EXERCISE PROMPT: What is needed is an exact copy of the records below, minus any pictures.

+ + +

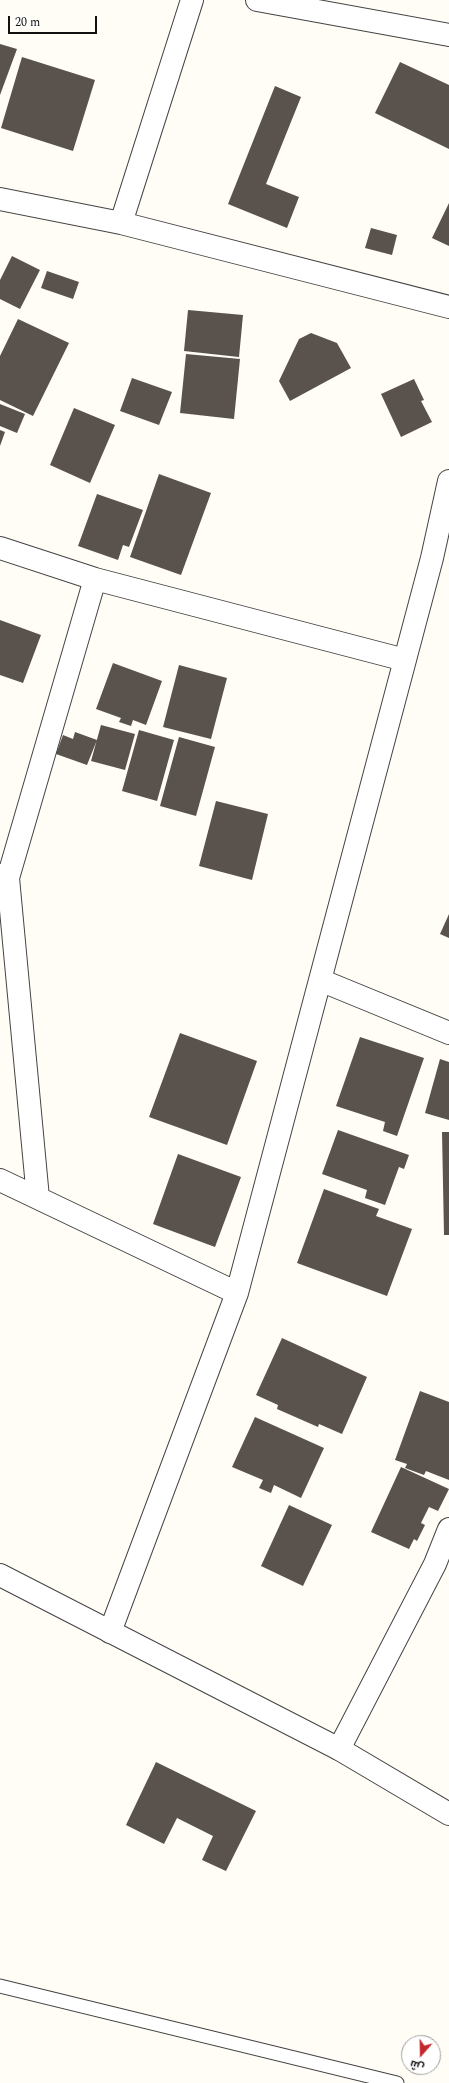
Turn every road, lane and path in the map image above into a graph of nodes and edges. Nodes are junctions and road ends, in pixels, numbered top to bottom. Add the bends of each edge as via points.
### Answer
1 (192, 0) edge
2 (257, 0) edge
3 (449, 35) edge
4 (0, 199) edge
5 (121, 223) junction
6 (449, 307) edge
7 (449, 481) edge
8 (0, 548) edge
9 (441, 561) edge
10 (95, 579) junction
11 (405, 660) junction
12 (4, 876) edge
13 (320, 980) junction
14 (449, 1033) edge
15 (0, 1180) edge
16 (38, 1198) junction
17 (237, 1292) junction
18 (449, 1529) edge
19 (442, 1567) edge
20 (0, 1575) edge
21 (110, 1632) junction
22 (339, 1750) junction
23 (449, 1814) edge
24 (0, 1986) edge
25 (397, 2083) edge

1 - 5 street
2 - 3 street
4 - 5 street
5 - 6 street
7 - 9 street
8 - 10 street
9 - 11 street
10 - 11 street
10 - 12 street
11 - 13 street
12 - 16 street
13 - 14 street
13 - 17 street
15 - 16 street
16 - 17 street
17 - 21 street
18 - 19 street
19 - 22 street
20 - 21 street
21 - 22 street
22 - 23 street
24 - 25 lane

+ + +

TASK RESULT:
Turn every road, lane and path in the map image above into a graph of nodes and edges. Nodes are junctions and road ends, in pixels, numbered top to bottom. Add the bends of each edge as via points.
### Answer
1 (192, 0) edge
2 (257, 0) edge
3 (449, 35) edge
4 (0, 199) edge
5 (121, 223) junction
6 (449, 307) edge
7 (449, 481) edge
8 (0, 548) edge
9 (441, 561) edge
10 (95, 579) junction
11 (405, 660) junction
12 (4, 876) edge
13 (320, 980) junction
14 (449, 1033) edge
15 (0, 1180) edge
16 (38, 1198) junction
17 (237, 1292) junction
18 (449, 1529) edge
19 (442, 1567) edge
20 (0, 1575) edge
21 (110, 1632) junction
22 (339, 1750) junction
23 (449, 1814) edge
24 (0, 1986) edge
25 (397, 2083) edge

1 - 5 street
2 - 3 street
4 - 5 street
5 - 6 street
7 - 9 street
8 - 10 street
9 - 11 street
10 - 11 street
10 - 12 street
11 - 13 street
12 - 16 street
13 - 14 street
13 - 17 street
15 - 16 street
16 - 17 street
17 - 21 street
18 - 19 street
19 - 22 street
20 - 21 street
21 - 22 street
22 - 23 street
24 - 25 lane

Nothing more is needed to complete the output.